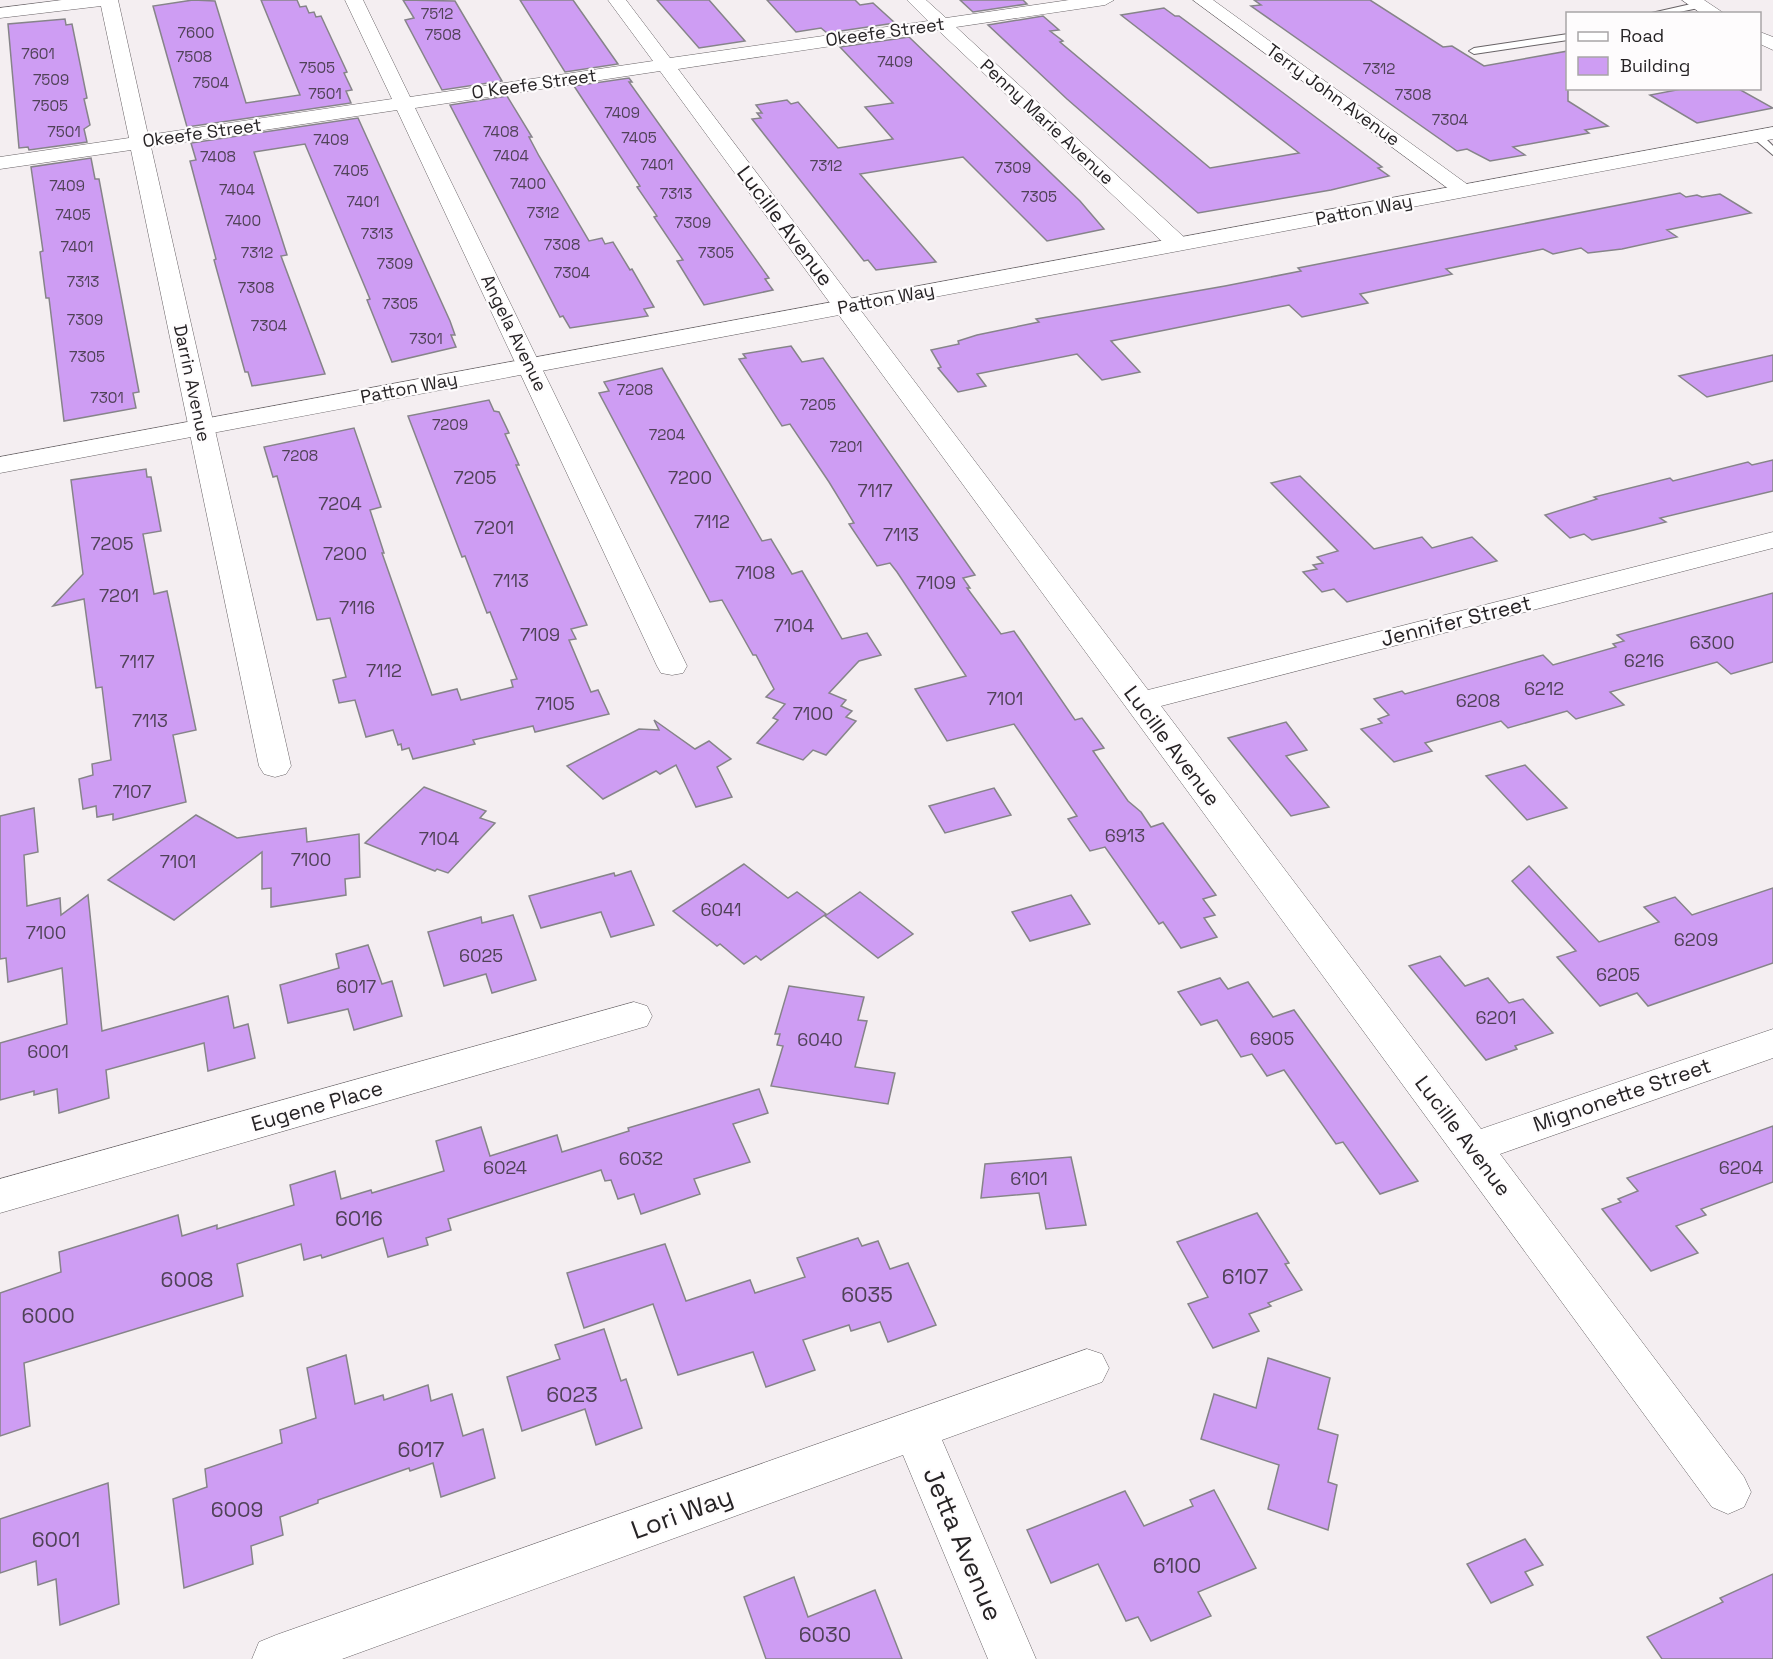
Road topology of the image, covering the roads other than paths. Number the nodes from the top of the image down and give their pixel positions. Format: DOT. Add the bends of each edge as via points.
graph roads {
  1 [pos="107,0"];
  2 [pos="354,0"];
  3 [pos="617,0"];
  4 [pos="916,0"];
  5 [pos="1105,0"];
  6 [pos="1202,0"];
  7 [pos="1702,6"];
  8 [pos="1664,12"];
  9 [pos="0,13"];
  10 [pos="942,24"];
  11 [pos="1566,37"];
  12 [pos="1474,51"];
  13 [pos="665,65"];
  14 [pos="403,103"];
  15 [pos="1768,140"];
  16 [pos="140,142"];
  17 [pos="0,163"];
  18 [pos="1464,191"];
  19 [pos="1178,244"];
  20 [pos="845,307"];
  21 [pos="530,366"];
  22 [pos="202,427"];
  23 [pos="0,465"];
  24 [pos="1773,540"];
  25 [pos="672,666"];
  26 [pos="1140,702"];
  27 [pos="275,766"];
  28 [pos="634,1016"];
  29 [pos="1773,1043"];
  30 [pos="1471,1148"];
  31 [pos="0,1196"];
  32 [pos="1087,1368"];
  33 [pos="915,1430"];
  34 [pos="1728,1492"];
  35 [pos="276,1659"];
  36 [pos="1012,1659"];
  1 -- 9 [label="street"];
  1 -- 16 [label="street, Darrin Avenue"];
  2 -- 14 [label="street, Angela Avenue"];
  3 -- 13 [label="street, Lucille Avenue"];
  4 -- 10 [label="street, Penny Marie Avenue"];
  5 -- 10 [label="street, Okeefe Street"];
  6 -- 18 [label="street, Terry John Avenue"];
  7 -- 8 [label="lane"];
  10 -- 13 [label="street, Okeefe Street"];
  10 -- 19 [label="street, Penny Marie Avenue"];
  11 -- 12 [label="lane"];
  13 -- 14 [label="street, O Keefe Street"];
  13 -- 20 [label="street, Lucille Avenue"];
  14 -- 16 [label="street, Okeefe Street"];
  14 -- 21 [label="street, Angela Avenue"];
  15 -- 18 [label="street, Patton Way"];
  16 -- 17 [label="street, Okeefe Street"];
  16 -- 22 [label="street, Darrin Avenue"];
  18 -- 19 [label="street, Patton Way"];
  19 -- 20 [label="street, Patton Way"];
  20 -- 21 [label="street, Patton Way"];
  20 -- 26 [label="street, Lucille Avenue"];
  21 -- 22 [label="street, Patton Way"];
  21 -- 25 [label="street, Angela Avenue"];
  22 -- 23 [label="street, Patton Way"];
  22 -- 27 [label="street, Darrin Avenue"];
  24 -- 26 [label="street, Jennifer Street"];
  26 -- 30 [label="street, Lucille Avenue"];
  28 -- 31 [label="street, Eugene Place"];
  29 -- 30 [label="street, Mignonette Street"];
  30 -- 34 [label="street, Lucille Avenue"];
  32 -- 33 [label="street, Lori Way"];
  33 -- 35 [label="street, Lori Way"];
  33 -- 36 [label="street, Jetta Avenue"];
}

----------------

> **Prompt**:
Pictures do not go in the copy; print every entry exactly as it stands.

> **Response**:
Road topology of the image, covering the roads other than paths. Number the nodes from the top of the image down and give their pixel positions. Format: DOT. Add the bends of each edge as via points.
graph roads {
  1 [pos="107,0"];
  2 [pos="354,0"];
  3 [pos="617,0"];
  4 [pos="916,0"];
  5 [pos="1105,0"];
  6 [pos="1202,0"];
  7 [pos="1702,6"];
  8 [pos="1664,12"];
  9 [pos="0,13"];
  10 [pos="942,24"];
  11 [pos="1566,37"];
  12 [pos="1474,51"];
  13 [pos="665,65"];
  14 [pos="403,103"];
  15 [pos="1768,140"];
  16 [pos="140,142"];
  17 [pos="0,163"];
  18 [pos="1464,191"];
  19 [pos="1178,244"];
  20 [pos="845,307"];
  21 [pos="530,366"];
  22 [pos="202,427"];
  23 [pos="0,465"];
  24 [pos="1773,540"];
  25 [pos="672,666"];
  26 [pos="1140,702"];
  27 [pos="275,766"];
  28 [pos="634,1016"];
  29 [pos="1773,1043"];
  30 [pos="1471,1148"];
  31 [pos="0,1196"];
  32 [pos="1087,1368"];
  33 [pos="915,1430"];
  34 [pos="1728,1492"];
  35 [pos="276,1659"];
  36 [pos="1012,1659"];
  1 -- 9 [label="street"];
  1 -- 16 [label="street, Darrin Avenue"];
  2 -- 14 [label="street, Angela Avenue"];
  3 -- 13 [label="street, Lucille Avenue"];
  4 -- 10 [label="street, Penny Marie Avenue"];
  5 -- 10 [label="street, Okeefe Street"];
  6 -- 18 [label="street, Terry John Avenue"];
  7 -- 8 [label="lane"];
  10 -- 13 [label="street, Okeefe Street"];
  10 -- 19 [label="street, Penny Marie Avenue"];
  11 -- 12 [label="lane"];
  13 -- 14 [label="street, O Keefe Street"];
  13 -- 20 [label="street, Lucille Avenue"];
  14 -- 16 [label="street, Okeefe Street"];
  14 -- 21 [label="street, Angela Avenue"];
  15 -- 18 [label="street, Patton Way"];
  16 -- 17 [label="street, Okeefe Street"];
  16 -- 22 [label="street, Darrin Avenue"];
  18 -- 19 [label="street, Patton Way"];
  19 -- 20 [label="street, Patton Way"];
  20 -- 21 [label="street, Patton Way"];
  20 -- 26 [label="street, Lucille Avenue"];
  21 -- 22 [label="street, Patton Way"];
  21 -- 25 [label="street, Angela Avenue"];
  22 -- 23 [label="street, Patton Way"];
  22 -- 27 [label="street, Darrin Avenue"];
  24 -- 26 [label="street, Jennifer Street"];
  26 -- 30 [label="street, Lucille Avenue"];
  28 -- 31 [label="street, Eugene Place"];
  29 -- 30 [label="street, Mignonette Street"];
  30 -- 34 [label="street, Lucille Avenue"];
  32 -- 33 [label="street, Lori Way"];
  33 -- 35 [label="street, Lori Way"];
  33 -- 36 [label="street, Jetta Avenue"];
}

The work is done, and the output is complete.